Lord chancellor Robert Buckland has revealed he is working with home secretary Priti Patel to come up with ‘practical solutions’ after police forces withdrew support for running video remand hearings from their custody suites.

The Gazette revealed in October that forces would stop using virtual remand hearings altogether from December because they can no longer afford to support HMCTS by providing the service during the pandemic. It means defendants will be required to appear in court in person.

Buckland was asked at the Commons justice select committee last week what was being done to solve the problem.

Buckland told MPs that video remand hearings were the ‘singular success story’ regarding the response to Covid in the courts, allowing remote hearings rather than bringing defendants to court in a van.

‘The issue has been around who provides the support, the staff service to those hearings. At the moment, because of legislative constraints, police officers are the only ones who can exercise that custodial function,’ he said.

‘The legislation was written and passed at a time when remand hearings were not contemplated. It was predicated on transference of prisoners from one place to another. It seems to us that the current primary framework prevents the use of Prisoner Escort and Custody Service officers from doing what the police can only do. Therefore we need to change the law and we are going to do that in the New Year. However, that does not get us over the particular challenge between now and then.’

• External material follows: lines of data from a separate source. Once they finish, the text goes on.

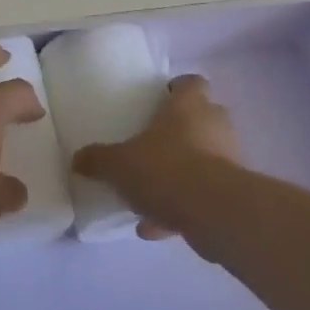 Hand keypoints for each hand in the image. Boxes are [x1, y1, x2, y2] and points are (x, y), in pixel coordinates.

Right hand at [72, 74, 242, 241]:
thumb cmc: (165, 169)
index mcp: (188, 106)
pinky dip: (183, 207)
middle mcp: (214, 125)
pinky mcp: (232, 193)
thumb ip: (98, 160)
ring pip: (203, 159)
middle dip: (181, 132)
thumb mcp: (118, 164)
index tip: (161, 100)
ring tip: (150, 193)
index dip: (179, 89)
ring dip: (181, 173)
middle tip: (154, 144)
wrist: (213, 212)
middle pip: (202, 119)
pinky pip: (203, 194)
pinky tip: (156, 227)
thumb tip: (77, 160)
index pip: (192, 83)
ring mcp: (228, 159) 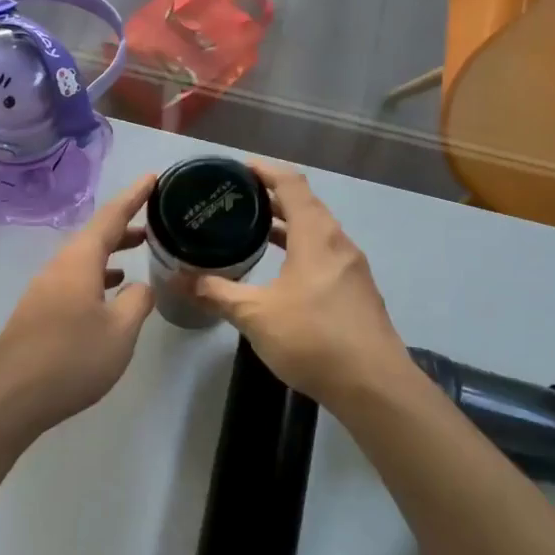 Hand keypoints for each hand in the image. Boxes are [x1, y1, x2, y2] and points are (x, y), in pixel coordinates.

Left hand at [0, 174, 158, 437]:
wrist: (9, 395)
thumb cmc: (71, 358)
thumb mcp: (119, 332)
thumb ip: (136, 303)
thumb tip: (140, 287)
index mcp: (80, 260)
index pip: (111, 216)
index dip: (134, 196)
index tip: (153, 177)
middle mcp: (60, 266)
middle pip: (95, 234)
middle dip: (125, 224)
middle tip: (154, 218)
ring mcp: (46, 288)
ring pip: (84, 258)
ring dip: (112, 251)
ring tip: (139, 252)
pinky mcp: (40, 311)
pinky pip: (75, 278)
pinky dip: (97, 275)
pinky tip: (110, 293)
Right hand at [189, 160, 413, 414]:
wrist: (373, 386)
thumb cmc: (313, 338)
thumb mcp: (255, 315)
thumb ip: (217, 293)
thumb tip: (180, 280)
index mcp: (316, 235)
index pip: (291, 184)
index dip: (265, 170)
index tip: (238, 168)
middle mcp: (338, 242)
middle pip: (306, 204)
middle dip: (272, 197)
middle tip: (236, 199)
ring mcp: (352, 267)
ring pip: (316, 231)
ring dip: (287, 224)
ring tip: (252, 229)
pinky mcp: (356, 291)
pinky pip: (323, 253)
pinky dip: (299, 247)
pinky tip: (279, 269)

Buckland said he was working closely with Patel and her department ‘to develop practical solutions’.

Officials have carried out ‘intensive work’ to work out ‘where the pinch points are’ and identify courts in areas where the demand for video hearings is particularly high, ‘to come up with some tailored solutions to allow them to continue'. Buckland said that would 'involve a bit of money as well’ from the Ministry of Justice and Home Office.

Buckland added that he and Patel will be writing to police colleagues to inform them of the outcome of the officials’ work.